Task. Each record below should be printed exactly as it was written.

Task data.
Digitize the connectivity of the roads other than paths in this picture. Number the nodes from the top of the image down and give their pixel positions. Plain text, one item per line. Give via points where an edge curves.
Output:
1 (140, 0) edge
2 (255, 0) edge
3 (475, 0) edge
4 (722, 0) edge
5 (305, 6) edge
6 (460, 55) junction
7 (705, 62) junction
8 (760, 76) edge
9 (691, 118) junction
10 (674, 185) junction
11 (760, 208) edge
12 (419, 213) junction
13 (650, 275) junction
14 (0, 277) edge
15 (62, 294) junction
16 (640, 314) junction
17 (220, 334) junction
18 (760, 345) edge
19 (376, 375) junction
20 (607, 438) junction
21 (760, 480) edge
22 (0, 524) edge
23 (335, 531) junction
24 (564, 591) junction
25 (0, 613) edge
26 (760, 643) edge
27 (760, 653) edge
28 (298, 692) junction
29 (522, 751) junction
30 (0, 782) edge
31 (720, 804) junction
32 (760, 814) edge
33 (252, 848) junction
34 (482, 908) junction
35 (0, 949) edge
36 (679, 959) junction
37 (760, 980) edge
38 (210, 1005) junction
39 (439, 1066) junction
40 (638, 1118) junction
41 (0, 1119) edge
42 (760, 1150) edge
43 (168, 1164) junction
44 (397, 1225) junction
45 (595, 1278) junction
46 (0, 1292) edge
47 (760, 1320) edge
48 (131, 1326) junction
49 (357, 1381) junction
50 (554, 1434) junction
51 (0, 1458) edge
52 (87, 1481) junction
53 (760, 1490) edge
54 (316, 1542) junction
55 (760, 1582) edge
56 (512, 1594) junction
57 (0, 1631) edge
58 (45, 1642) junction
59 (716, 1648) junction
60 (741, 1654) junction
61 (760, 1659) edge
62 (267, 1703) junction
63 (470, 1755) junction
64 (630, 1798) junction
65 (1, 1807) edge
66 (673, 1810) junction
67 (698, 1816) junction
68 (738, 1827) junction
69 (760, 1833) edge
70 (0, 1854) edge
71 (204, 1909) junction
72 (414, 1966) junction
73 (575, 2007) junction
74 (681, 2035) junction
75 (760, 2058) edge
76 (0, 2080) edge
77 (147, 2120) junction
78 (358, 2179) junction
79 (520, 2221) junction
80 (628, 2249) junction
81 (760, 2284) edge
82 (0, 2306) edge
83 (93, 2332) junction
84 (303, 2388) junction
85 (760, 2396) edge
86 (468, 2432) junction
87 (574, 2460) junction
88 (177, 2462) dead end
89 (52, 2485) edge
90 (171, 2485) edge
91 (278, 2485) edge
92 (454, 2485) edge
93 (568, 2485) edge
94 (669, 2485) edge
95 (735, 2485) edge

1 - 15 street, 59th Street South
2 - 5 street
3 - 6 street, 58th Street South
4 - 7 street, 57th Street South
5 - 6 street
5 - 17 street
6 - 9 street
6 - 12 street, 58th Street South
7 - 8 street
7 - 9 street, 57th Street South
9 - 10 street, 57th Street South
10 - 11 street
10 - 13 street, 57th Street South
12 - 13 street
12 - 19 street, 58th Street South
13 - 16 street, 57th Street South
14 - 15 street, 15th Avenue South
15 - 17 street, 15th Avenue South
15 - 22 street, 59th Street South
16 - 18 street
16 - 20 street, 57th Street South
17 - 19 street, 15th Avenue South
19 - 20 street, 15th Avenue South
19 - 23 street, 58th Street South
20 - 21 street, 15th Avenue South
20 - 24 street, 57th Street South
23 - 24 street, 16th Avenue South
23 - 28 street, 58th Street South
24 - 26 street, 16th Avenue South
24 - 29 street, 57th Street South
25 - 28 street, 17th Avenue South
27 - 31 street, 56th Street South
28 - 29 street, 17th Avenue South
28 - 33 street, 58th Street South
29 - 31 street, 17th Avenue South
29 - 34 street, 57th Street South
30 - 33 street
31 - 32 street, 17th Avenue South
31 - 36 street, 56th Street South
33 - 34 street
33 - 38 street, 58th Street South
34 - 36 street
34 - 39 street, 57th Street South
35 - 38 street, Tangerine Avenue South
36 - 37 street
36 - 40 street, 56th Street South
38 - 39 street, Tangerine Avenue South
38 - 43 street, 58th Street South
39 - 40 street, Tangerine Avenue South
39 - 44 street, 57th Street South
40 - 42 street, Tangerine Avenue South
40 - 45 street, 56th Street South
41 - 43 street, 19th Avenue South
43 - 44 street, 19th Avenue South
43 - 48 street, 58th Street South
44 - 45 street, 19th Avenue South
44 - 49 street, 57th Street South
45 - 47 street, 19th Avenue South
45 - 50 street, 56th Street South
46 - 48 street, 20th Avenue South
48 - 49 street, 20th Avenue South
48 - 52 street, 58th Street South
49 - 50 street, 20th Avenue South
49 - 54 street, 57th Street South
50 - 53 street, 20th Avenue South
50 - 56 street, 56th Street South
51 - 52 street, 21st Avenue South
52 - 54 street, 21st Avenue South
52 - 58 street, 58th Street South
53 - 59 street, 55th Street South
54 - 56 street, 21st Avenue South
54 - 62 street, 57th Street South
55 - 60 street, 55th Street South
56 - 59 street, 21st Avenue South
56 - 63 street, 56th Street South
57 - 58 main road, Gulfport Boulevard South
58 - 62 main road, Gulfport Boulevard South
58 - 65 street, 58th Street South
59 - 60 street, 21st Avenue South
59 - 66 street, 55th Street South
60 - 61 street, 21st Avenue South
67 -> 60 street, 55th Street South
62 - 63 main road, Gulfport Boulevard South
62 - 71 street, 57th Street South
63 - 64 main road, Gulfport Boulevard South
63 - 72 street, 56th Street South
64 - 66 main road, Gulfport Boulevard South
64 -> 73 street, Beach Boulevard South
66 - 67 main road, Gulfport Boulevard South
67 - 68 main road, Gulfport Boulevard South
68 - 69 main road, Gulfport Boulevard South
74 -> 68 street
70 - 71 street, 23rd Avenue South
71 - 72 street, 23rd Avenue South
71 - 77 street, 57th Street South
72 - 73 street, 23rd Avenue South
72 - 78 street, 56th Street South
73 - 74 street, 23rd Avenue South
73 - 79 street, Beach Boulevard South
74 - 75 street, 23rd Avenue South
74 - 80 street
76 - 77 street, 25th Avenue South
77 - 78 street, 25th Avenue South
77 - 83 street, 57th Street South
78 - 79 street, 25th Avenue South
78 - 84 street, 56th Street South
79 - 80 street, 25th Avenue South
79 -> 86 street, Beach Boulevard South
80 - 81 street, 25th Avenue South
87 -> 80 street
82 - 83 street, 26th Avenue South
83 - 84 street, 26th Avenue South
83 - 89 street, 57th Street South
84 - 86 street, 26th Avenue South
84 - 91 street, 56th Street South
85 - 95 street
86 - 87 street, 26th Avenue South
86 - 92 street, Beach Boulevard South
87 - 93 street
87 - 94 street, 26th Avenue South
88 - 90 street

Your solution.
Digitize the connectivity of the roads other than paths in this picture. Number the nodes from the top of the image down and give their pixel positions. Plain text, one item per line. Give via points where an edge curves.
Output:
1 (140, 0) edge
2 (255, 0) edge
3 (475, 0) edge
4 (722, 0) edge
5 (305, 6) edge
6 (460, 55) junction
7 (705, 62) junction
8 (760, 76) edge
9 (691, 118) junction
10 (674, 185) junction
11 (760, 208) edge
12 (419, 213) junction
13 (650, 275) junction
14 (0, 277) edge
15 (62, 294) junction
16 (640, 314) junction
17 (220, 334) junction
18 (760, 345) edge
19 (376, 375) junction
20 (607, 438) junction
21 (760, 480) edge
22 (0, 524) edge
23 (335, 531) junction
24 (564, 591) junction
25 (0, 613) edge
26 (760, 643) edge
27 (760, 653) edge
28 (298, 692) junction
29 (522, 751) junction
30 (0, 782) edge
31 (720, 804) junction
32 (760, 814) edge
33 (252, 848) junction
34 (482, 908) junction
35 (0, 949) edge
36 (679, 959) junction
37 (760, 980) edge
38 (210, 1005) junction
39 (439, 1066) junction
40 (638, 1118) junction
41 (0, 1119) edge
42 (760, 1150) edge
43 (168, 1164) junction
44 (397, 1225) junction
45 (595, 1278) junction
46 (0, 1292) edge
47 (760, 1320) edge
48 (131, 1326) junction
49 (357, 1381) junction
50 (554, 1434) junction
51 (0, 1458) edge
52 (87, 1481) junction
53 (760, 1490) edge
54 (316, 1542) junction
55 (760, 1582) edge
56 (512, 1594) junction
57 (0, 1631) edge
58 (45, 1642) junction
59 (716, 1648) junction
60 (741, 1654) junction
61 (760, 1659) edge
62 (267, 1703) junction
63 (470, 1755) junction
64 (630, 1798) junction
65 (1, 1807) edge
66 (673, 1810) junction
67 (698, 1816) junction
68 (738, 1827) junction
69 (760, 1833) edge
70 (0, 1854) edge
71 (204, 1909) junction
72 (414, 1966) junction
73 (575, 2007) junction
74 (681, 2035) junction
75 (760, 2058) edge
76 (0, 2080) edge
77 (147, 2120) junction
78 (358, 2179) junction
79 (520, 2221) junction
80 (628, 2249) junction
81 (760, 2284) edge
82 (0, 2306) edge
83 (93, 2332) junction
84 (303, 2388) junction
85 (760, 2396) edge
86 (468, 2432) junction
87 (574, 2460) junction
88 (177, 2462) dead end
89 (52, 2485) edge
90 (171, 2485) edge
91 (278, 2485) edge
92 (454, 2485) edge
93 (568, 2485) edge
94 (669, 2485) edge
95 (735, 2485) edge

1 - 15 street, 59th Street South
2 - 5 street
3 - 6 street, 58th Street South
4 - 7 street, 57th Street South
5 - 6 street
5 - 17 street
6 - 9 street
6 - 12 street, 58th Street South
7 - 8 street
7 - 9 street, 57th Street South
9 - 10 street, 57th Street South
10 - 11 street
10 - 13 street, 57th Street South
12 - 13 street
12 - 19 street, 58th Street South
13 - 16 street, 57th Street South
14 - 15 street, 15th Avenue South
15 - 17 street, 15th Avenue South
15 - 22 street, 59th Street South
16 - 18 street
16 - 20 street, 57th Street South
17 - 19 street, 15th Avenue South
19 - 20 street, 15th Avenue South
19 - 23 street, 58th Street South
20 - 21 street, 15th Avenue South
20 - 24 street, 57th Street South
23 - 24 street, 16th Avenue South
23 - 28 street, 58th Street South
24 - 26 street, 16th Avenue South
24 - 29 street, 57th Street South
25 - 28 street, 17th Avenue South
27 - 31 street, 56th Street South
28 - 29 street, 17th Avenue South
28 - 33 street, 58th Street South
29 - 31 street, 17th Avenue South
29 - 34 street, 57th Street South
30 - 33 street
31 - 32 street, 17th Avenue South
31 - 36 street, 56th Street South
33 - 34 street
33 - 38 street, 58th Street South
34 - 36 street
34 - 39 street, 57th Street South
35 - 38 street, Tangerine Avenue South
36 - 37 street
36 - 40 street, 56th Street South
38 - 39 street, Tangerine Avenue South
38 - 43 street, 58th Street South
39 - 40 street, Tangerine Avenue South
39 - 44 street, 57th Street South
40 - 42 street, Tangerine Avenue South
40 - 45 street, 56th Street South
41 - 43 street, 19th Avenue South
43 - 44 street, 19th Avenue South
43 - 48 street, 58th Street South
44 - 45 street, 19th Avenue South
44 - 49 street, 57th Street South
45 - 47 street, 19th Avenue South
45 - 50 street, 56th Street South
46 - 48 street, 20th Avenue South
48 - 49 street, 20th Avenue South
48 - 52 street, 58th Street South
49 - 50 street, 20th Avenue South
49 - 54 street, 57th Street South
50 - 53 street, 20th Avenue South
50 - 56 street, 56th Street South
51 - 52 street, 21st Avenue South
52 - 54 street, 21st Avenue South
52 - 58 street, 58th Street South
53 - 59 street, 55th Street South
54 - 56 street, 21st Avenue South
54 - 62 street, 57th Street South
55 - 60 street, 55th Street South
56 - 59 street, 21st Avenue South
56 - 63 street, 56th Street South
57 - 58 main road, Gulfport Boulevard South
58 - 62 main road, Gulfport Boulevard South
58 - 65 street, 58th Street South
59 - 60 street, 21st Avenue South
59 - 66 street, 55th Street South
60 - 61 street, 21st Avenue South
67 -> 60 street, 55th Street South
62 - 63 main road, Gulfport Boulevard South
62 - 71 street, 57th Street South
63 - 64 main road, Gulfport Boulevard South
63 - 72 street, 56th Street South
64 - 66 main road, Gulfport Boulevard South
64 -> 73 street, Beach Boulevard South
66 - 67 main road, Gulfport Boulevard South
67 - 68 main road, Gulfport Boulevard South
68 - 69 main road, Gulfport Boulevard South
74 -> 68 street
70 - 71 street, 23rd Avenue South
71 - 72 street, 23rd Avenue South
71 - 77 street, 57th Street South
72 - 73 street, 23rd Avenue South
72 - 78 street, 56th Street South
73 - 74 street, 23rd Avenue South
73 - 79 street, Beach Boulevard South
74 - 75 street, 23rd Avenue South
74 - 80 street
76 - 77 street, 25th Avenue South
77 - 78 street, 25th Avenue South
77 - 83 street, 57th Street South
78 - 79 street, 25th Avenue South
78 - 84 street, 56th Street South
79 - 80 street, 25th Avenue South
79 -> 86 street, Beach Boulevard South
80 - 81 street, 25th Avenue South
87 -> 80 street
82 - 83 street, 26th Avenue South
83 - 84 street, 26th Avenue South
83 - 89 street, 57th Street South
84 - 86 street, 26th Avenue South
84 - 91 street, 56th Street South
85 - 95 street
86 - 87 street, 26th Avenue South
86 - 92 street, Beach Boulevard South
87 - 93 street
87 - 94 street, 26th Avenue South
88 - 90 street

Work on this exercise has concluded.